Many of those cars were needed to support key workers and for those who had a pressing need for them, an SMMT spokesman said.

Those cars would not have been bought from dealerships, but instead, for example, from wholesalers, or directly from manufacturers.

The 4,000 figure for April is a very large drop from the 161,064 new cars that were registered in April 2019.

The industry body said it now expects 1.68 million new car registrations in 2020 compared with 2.3 million in 2019.

The coronavirus crisis has come at what was already a difficult time for the motor industry, which had been struggling with falling sales and a collapse in demand for diesel vehicles, while struggling to meet tough new emissions targets.

The figures are certainly dramatic, expected to be the lowest sales since February 1946.

But since virtually the entire motor industry ground to a halt when the lockdown was introduced, they are not entirely unexpected.

What matters now is what happens when the restrictions are eased and customers are allowed back into the showrooms.

You would expect there to be some pent-up demand – after all, dealerships began to close in mid-March, traditionally one of the strongest months of the year for new car sales.

However, since then harsh economic realities have come into play. Huge swathes of the workforce have been furloughed, and the signs are the country is heading into a deep recession.

Under those circumstances, with so much uncertainty and so many jobs at risk, how many people will really be willing to buy a new car?

We can expect a wave of incentive programmes – and quite possibly a wave of new scrappage schemes – as car companies start fighting tooth and nail for every single sale.
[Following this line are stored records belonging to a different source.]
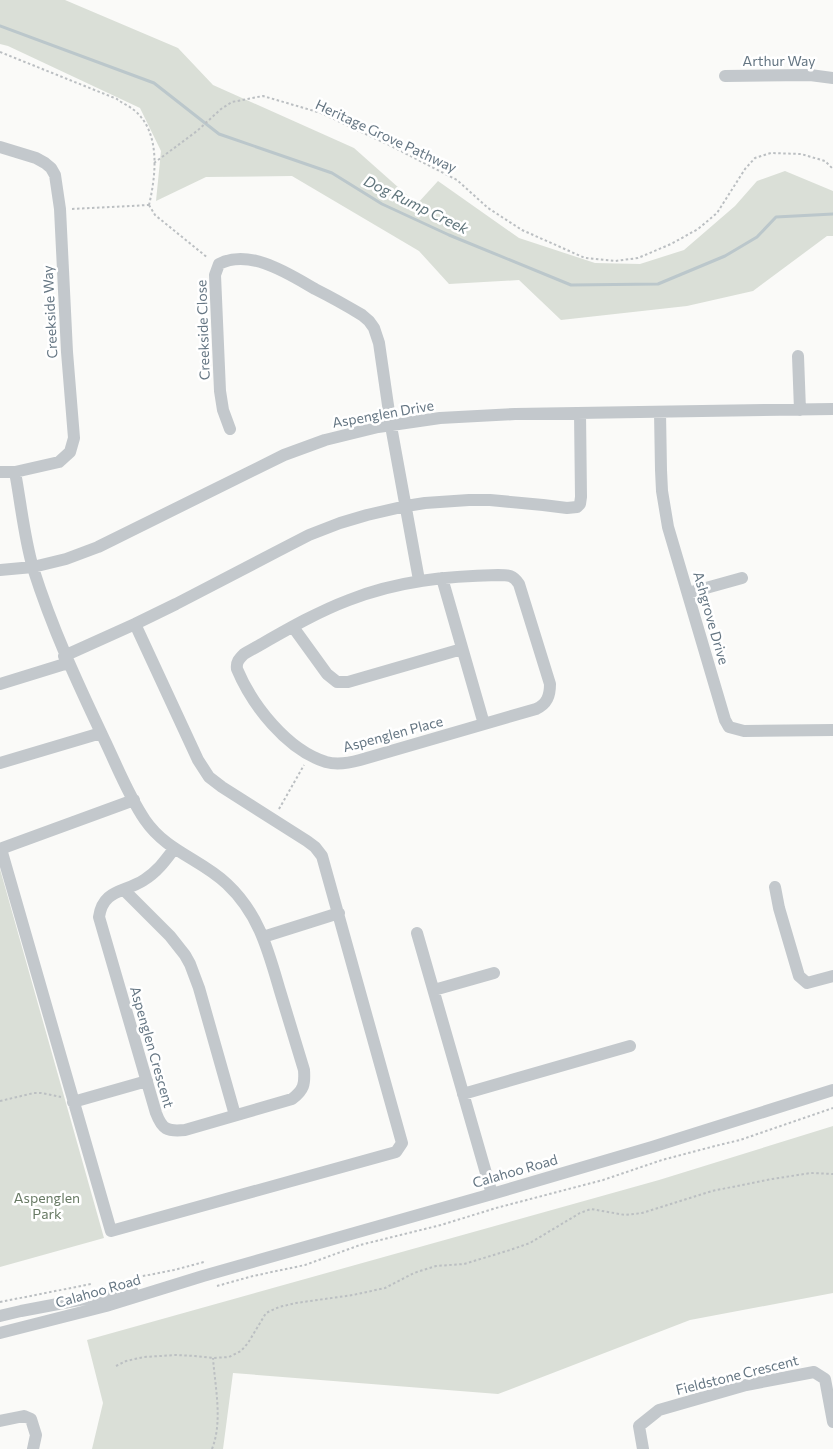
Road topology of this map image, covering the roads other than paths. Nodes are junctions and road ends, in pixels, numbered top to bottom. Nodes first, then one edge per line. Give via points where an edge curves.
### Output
1 (725, 76) dead end
2 (833, 78) edge
3 (0, 147) edge
4 (798, 356) dead end
5 (833, 409) edge
6 (800, 410) junction
7 (660, 412) junction
8 (580, 413) junction
9 (391, 426) junction
10 (230, 429) dead end
11 (0, 472) edge
12 (16, 472) junction
13 (406, 506) junction
14 (33, 567) junction
15 (0, 570) edge
16 (442, 578) junction
17 (742, 578) dead end
18 (419, 580) junction
19 (688, 593) junction
20 (135, 624) junction
21 (293, 626) junction
22 (462, 649) junction
23 (66, 659) junction
24 (0, 684) edge
25 (484, 724) junction
26 (833, 730) edge
27 (101, 733) junction
28 (0, 764) edge
29 (134, 800) junction
30 (0, 849) edge
31 (174, 849) junction
32 (775, 887) dead end
33 (124, 890) junction
34 (339, 913) junction
35 (417, 934) dead end
36 (263, 937) junction
37 (494, 973) dead end
38 (833, 976) edge
39 (434, 990) junction
40 (630, 1046) dead end
41 (146, 1081) junction
42 (833, 1090) edge
43 (463, 1094) junction
44 (72, 1099) junction
45 (235, 1115) junction
46 (492, 1194) junction
47 (203, 1276) junction
48 (0, 1316) edge
49 (0, 1333) edge
50 (0, 1421) edge
51 (833, 1422) edge
52 (32, 1449) edge
53 (643, 1449) edge

1 - 2 street, Arthur Way via 792,74
3 - 12 street, Creekside Way via 46,163 55,175 74,438 70,452 59,462
4 - 6 street
5 - 6 street, Aspenglen Drive
6 - 7 street, Aspenglen Drive
7 - 8 street, Aspenglen Drive
7 - 19 street, Ashgrove Drive via 661,470 668,527
8 - 9 street, Aspenglen Drive via 440,418
8 - 13 street via 581,497 577,507 483,500
9 - 10 street, Creekside Close via 379,344 369,321 296,277 268,264 246,259 219,264 215,275 220,391
9 - 13 street
9 - 14 street, Aspenglen Drive via 325,440 284,455 98,547
11 - 12 street, Creekside Way
12 - 14 street
13 - 18 street
13 - 20 street via 366,515 309,535
14 - 15 street, Aspenglen Drive
14 - 23 street, Aspenglen Crescent
16 - 18 street, Aspenglen Place
16 - 22 street
16 - 25 street, Aspenglen Place via 510,575 515,578 522,591 550,684 549,697 541,707
17 - 19 street
18 - 21 street, Aspenglen Place via 349,600
19 - 26 street, Ashgrove Drive via 729,727 744,732
20 - 23 street
20 - 34 street via 204,770 222,787 319,851
21 - 22 street via 327,674 337,682 348,682
21 - 25 street, Aspenglen Place via 244,654 237,664 254,700 270,723 289,741 318,759 337,764 360,760
22 - 25 street
23 - 24 street
23 - 27 street, Aspenglen Crescent
27 - 28 street
27 - 29 street, Aspenglen Crescent
29 - 30 street
29 - 31 street, Aspenglen Crescent via 154,831
30 - 44 street
31 - 33 street, Aspenglen Crescent via 153,873
31 - 36 street, Aspenglen Crescent via 226,882 251,912
32 - 38 street via 799,976 807,983
33 - 41 street, Aspenglen Crescent via 107,898 99,917
33 - 45 street via 170,936 190,964
34 - 36 street
34 - 44 street via 402,1144 396,1152 111,1232
35 - 39 street
36 - 45 street, Aspenglen Crescent via 305,1078 300,1093 292,1099
37 - 39 street
39 - 43 street
40 - 43 street
41 - 44 street
41 - 45 street, Aspenglen Crescent via 159,1122 169,1130 185,1130
42 - 46 street, Calahoo Road
43 - 46 street
46 - 47 street, Calahoo Road
47 - 48 street, Calahoo Road
47 - 49 street, Calahoo Road via 106,1306
50 - 52 street via 24,1416 31,1419 36,1435
51 - 53 street, Fieldstone Crescent via 825,1379 814,1372 746,1385 660,1410 639,1426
The coronavirus outbreak also halted car production.

All of the UK’s major car factories suspended work in March, and it is not yet clear when they will reopen.

Ian Plummer, commercial director at online marketplace Auto Trader, said: “With retailers forced to close the doors to their physical forecourts, it’ll come as no surprise to anyone to see just how dramatic an impact it’s had on the new car market.

“Some brands have been able to sell remotely, but uncertainty in the government’s guidelines or a lack of the required infrastructure to operate home delivery in a safe way, has limited it to all but a handful of retailers.”

However, he said Auto Trader data indicated that the market had been paused, rather than stopped.

He added that there would be a chance “for the industry to accelerate the adoption of low emission vehicles” when restrictions lift.

“However, it’ll be essential for manufacturers to push more electric vehicles into their UK networks along with greater financial incentives,” such as scrappage schemes, he said.